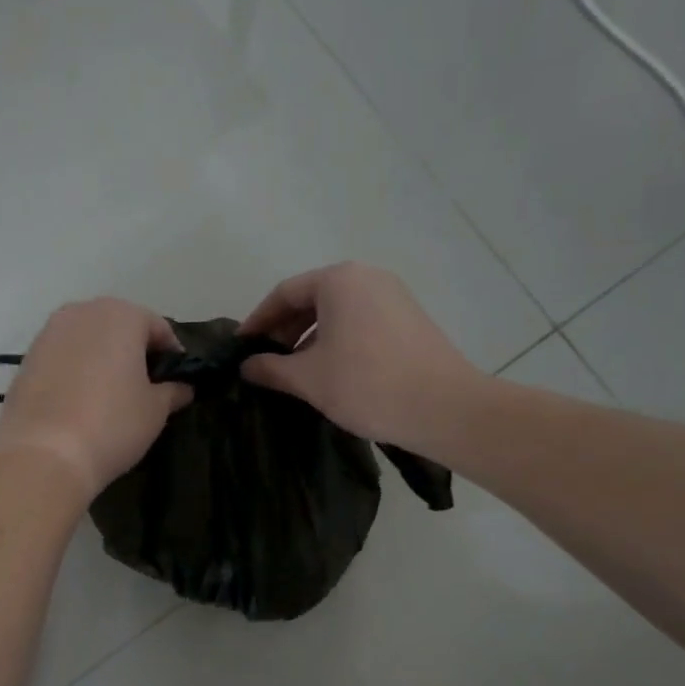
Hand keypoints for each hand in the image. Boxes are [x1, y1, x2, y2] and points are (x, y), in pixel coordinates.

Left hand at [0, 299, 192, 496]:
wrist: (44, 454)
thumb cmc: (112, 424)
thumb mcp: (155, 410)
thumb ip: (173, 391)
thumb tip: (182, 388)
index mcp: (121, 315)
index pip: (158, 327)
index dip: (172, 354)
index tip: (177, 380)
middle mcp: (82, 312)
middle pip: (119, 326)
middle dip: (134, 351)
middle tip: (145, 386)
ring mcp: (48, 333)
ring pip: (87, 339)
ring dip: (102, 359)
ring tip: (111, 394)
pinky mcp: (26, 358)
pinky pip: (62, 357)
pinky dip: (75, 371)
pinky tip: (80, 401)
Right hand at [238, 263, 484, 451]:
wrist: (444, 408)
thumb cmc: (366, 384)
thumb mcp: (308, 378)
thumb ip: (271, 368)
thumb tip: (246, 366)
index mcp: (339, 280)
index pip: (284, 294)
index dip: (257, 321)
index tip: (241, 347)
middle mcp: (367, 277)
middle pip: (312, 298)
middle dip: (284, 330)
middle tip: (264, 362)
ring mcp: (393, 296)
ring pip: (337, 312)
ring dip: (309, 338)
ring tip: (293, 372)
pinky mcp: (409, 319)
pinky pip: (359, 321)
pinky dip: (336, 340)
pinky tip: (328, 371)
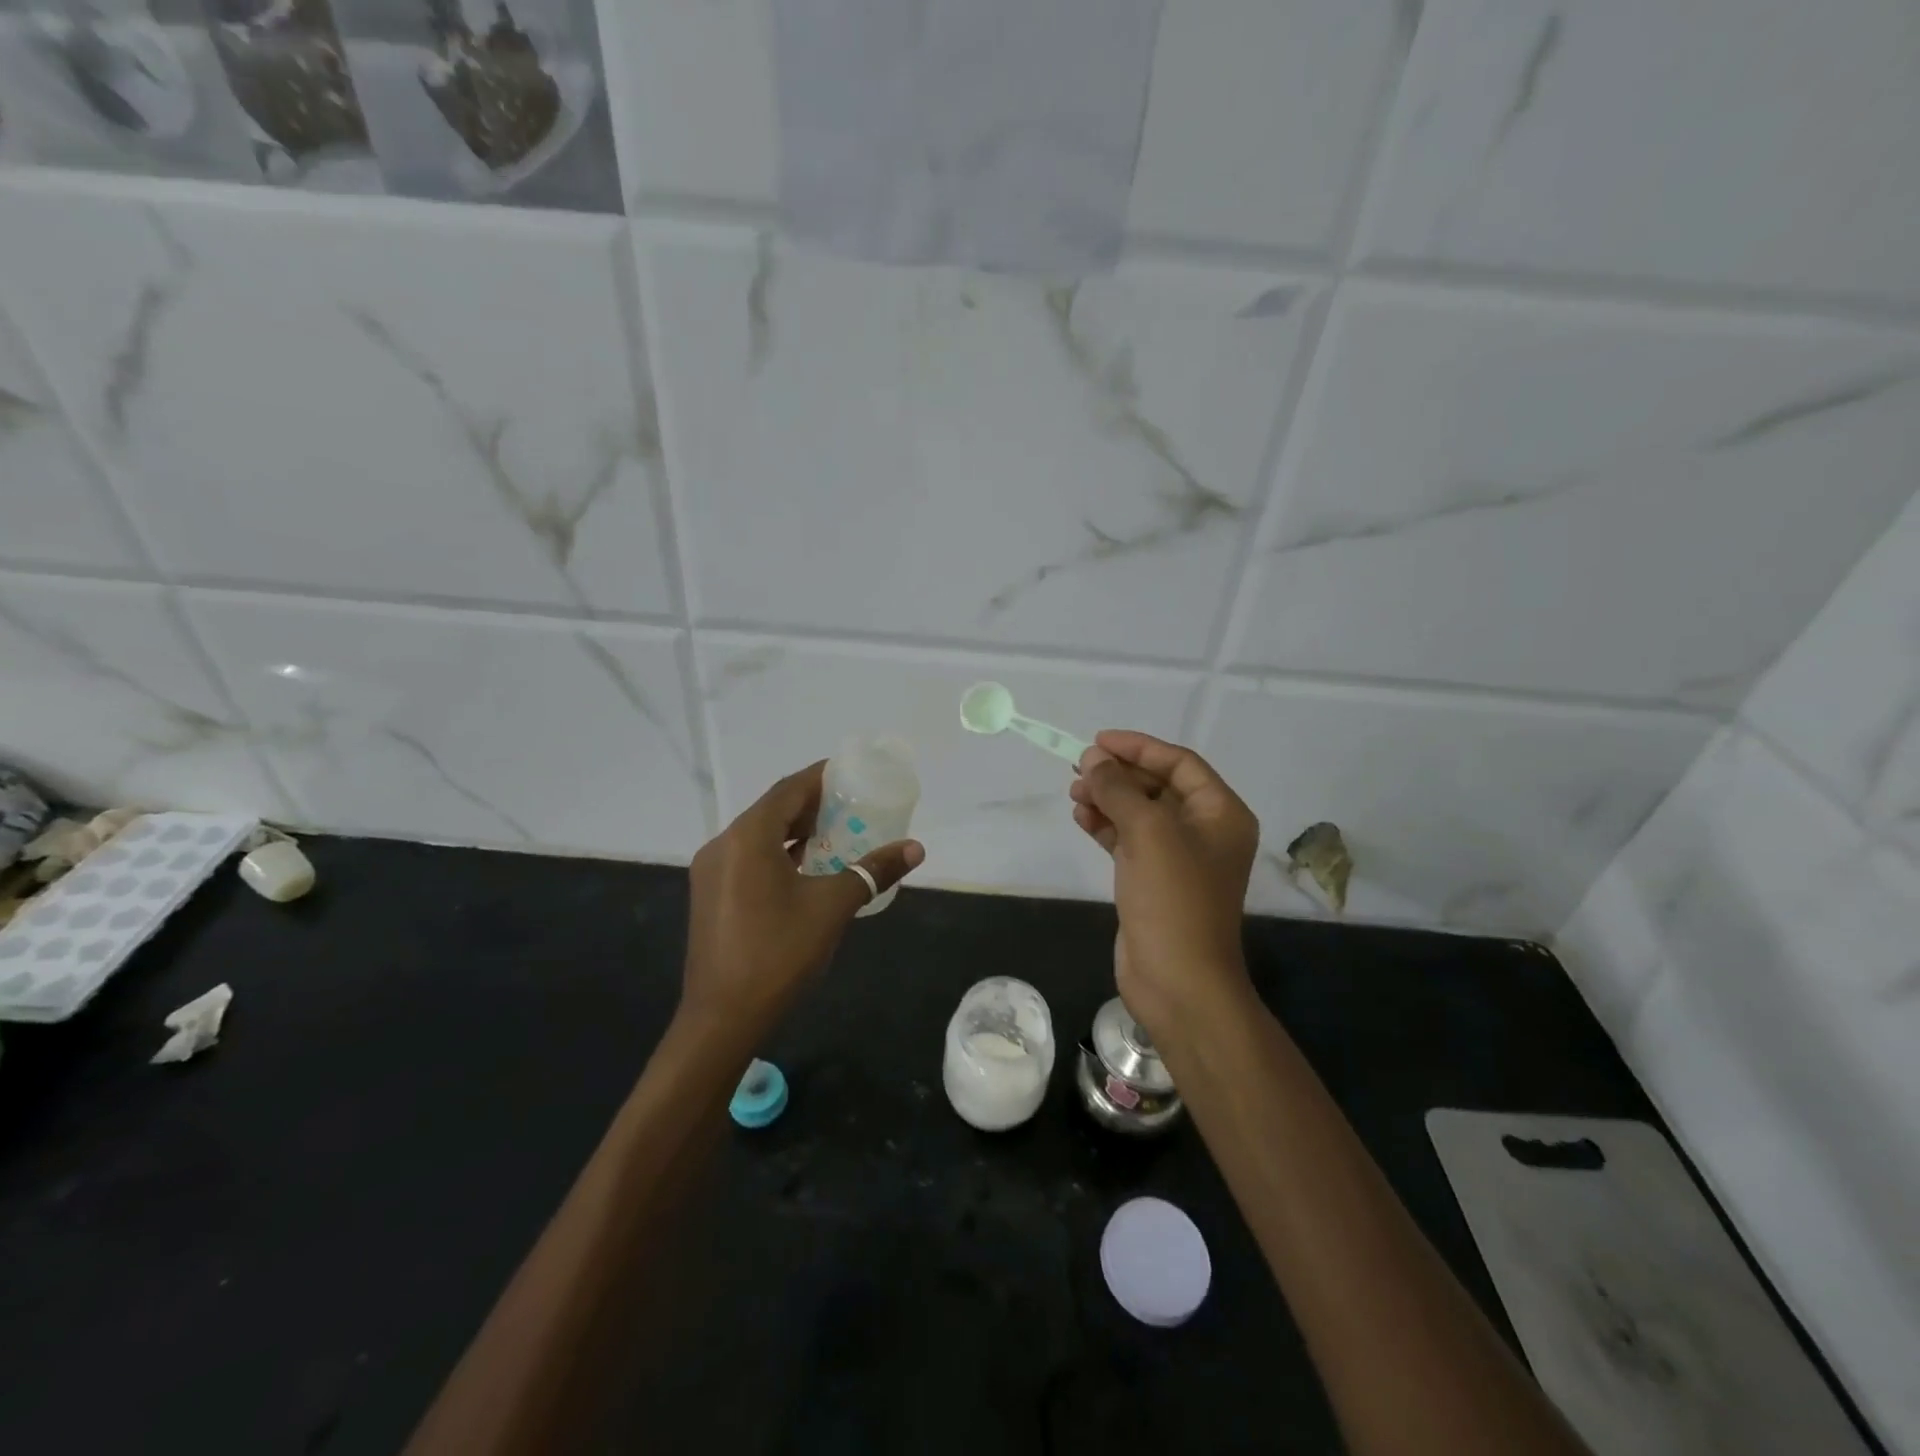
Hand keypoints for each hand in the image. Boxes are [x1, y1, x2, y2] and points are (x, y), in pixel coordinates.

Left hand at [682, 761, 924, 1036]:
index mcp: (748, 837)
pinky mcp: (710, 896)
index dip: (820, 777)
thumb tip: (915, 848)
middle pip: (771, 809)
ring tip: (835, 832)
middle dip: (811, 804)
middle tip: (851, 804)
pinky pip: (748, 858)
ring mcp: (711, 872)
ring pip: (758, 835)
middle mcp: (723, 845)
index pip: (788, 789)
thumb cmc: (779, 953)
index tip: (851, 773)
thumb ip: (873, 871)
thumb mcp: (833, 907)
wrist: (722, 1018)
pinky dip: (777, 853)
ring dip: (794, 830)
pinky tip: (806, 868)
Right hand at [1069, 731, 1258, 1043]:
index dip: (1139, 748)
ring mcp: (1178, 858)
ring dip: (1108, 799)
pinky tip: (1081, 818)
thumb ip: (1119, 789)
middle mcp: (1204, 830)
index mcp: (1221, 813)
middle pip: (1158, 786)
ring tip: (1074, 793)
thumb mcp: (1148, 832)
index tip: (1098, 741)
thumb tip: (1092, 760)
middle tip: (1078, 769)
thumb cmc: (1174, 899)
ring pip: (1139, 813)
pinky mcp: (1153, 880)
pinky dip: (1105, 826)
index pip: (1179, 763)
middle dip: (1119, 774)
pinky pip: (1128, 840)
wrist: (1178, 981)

◆ ◆ ◆ ◆

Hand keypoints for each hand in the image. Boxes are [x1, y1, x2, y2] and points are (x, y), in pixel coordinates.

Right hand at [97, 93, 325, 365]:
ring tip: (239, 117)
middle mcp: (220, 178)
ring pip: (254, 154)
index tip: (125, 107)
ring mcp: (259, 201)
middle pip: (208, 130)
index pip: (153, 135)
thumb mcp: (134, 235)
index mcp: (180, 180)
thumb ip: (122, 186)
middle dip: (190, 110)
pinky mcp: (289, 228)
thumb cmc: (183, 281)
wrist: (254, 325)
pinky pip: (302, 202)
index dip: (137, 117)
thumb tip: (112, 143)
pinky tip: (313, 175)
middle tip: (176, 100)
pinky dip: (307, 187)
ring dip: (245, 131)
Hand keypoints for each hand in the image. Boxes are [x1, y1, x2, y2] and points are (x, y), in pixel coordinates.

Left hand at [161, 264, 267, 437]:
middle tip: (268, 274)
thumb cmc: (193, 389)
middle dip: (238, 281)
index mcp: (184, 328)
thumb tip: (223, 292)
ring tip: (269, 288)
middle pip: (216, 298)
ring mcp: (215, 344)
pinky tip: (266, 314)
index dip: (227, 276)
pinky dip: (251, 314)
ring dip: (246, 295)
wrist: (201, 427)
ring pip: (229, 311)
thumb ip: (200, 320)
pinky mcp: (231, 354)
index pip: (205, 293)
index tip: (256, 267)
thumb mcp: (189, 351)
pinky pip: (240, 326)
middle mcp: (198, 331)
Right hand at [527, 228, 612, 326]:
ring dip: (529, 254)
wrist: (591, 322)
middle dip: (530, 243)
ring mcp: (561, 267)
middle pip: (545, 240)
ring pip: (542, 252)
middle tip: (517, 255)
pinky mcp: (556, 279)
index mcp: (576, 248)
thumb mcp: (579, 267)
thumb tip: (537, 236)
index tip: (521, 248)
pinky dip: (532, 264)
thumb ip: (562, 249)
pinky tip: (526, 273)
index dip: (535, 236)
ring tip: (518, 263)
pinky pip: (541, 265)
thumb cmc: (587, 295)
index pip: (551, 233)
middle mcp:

◆ ◆ ◆ ◆

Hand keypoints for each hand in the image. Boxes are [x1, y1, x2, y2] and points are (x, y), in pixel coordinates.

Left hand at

◆ ◆ ◆ ◆

→ WHAT TO PRODUCE
All that belongs in your answer is the stretch of entries above from the line with "ring pip: (87, 339)" through the line with "pinky pip: (359, 321)", printed exactly.

→ EXERCISE RESULT
ring pip: (87, 339)
ring dip: (102, 359)
ring tip: (111, 394)
pinky mcp: (26, 358)
pinky pip: (62, 357)
pinky dip: (75, 371)
pinky tip: (80, 401)
Right hand at [238, 263, 484, 451]:
wrist: (444, 408)
thumb cmc: (366, 384)
thumb mcp: (308, 378)
thumb ip: (271, 368)
thumb tip: (246, 366)
index mcp: (339, 280)
index pip: (284, 294)
index dip: (257, 321)
index tip: (241, 347)
middle mcp: (367, 277)
middle pip: (312, 298)
middle dip: (284, 330)
middle tip: (264, 362)
ring mcp: (393, 296)
ring pip: (337, 312)
ring dip: (309, 338)
ring tip: (293, 372)
pinky mcp: (409, 319)
pinky pip: (359, 321)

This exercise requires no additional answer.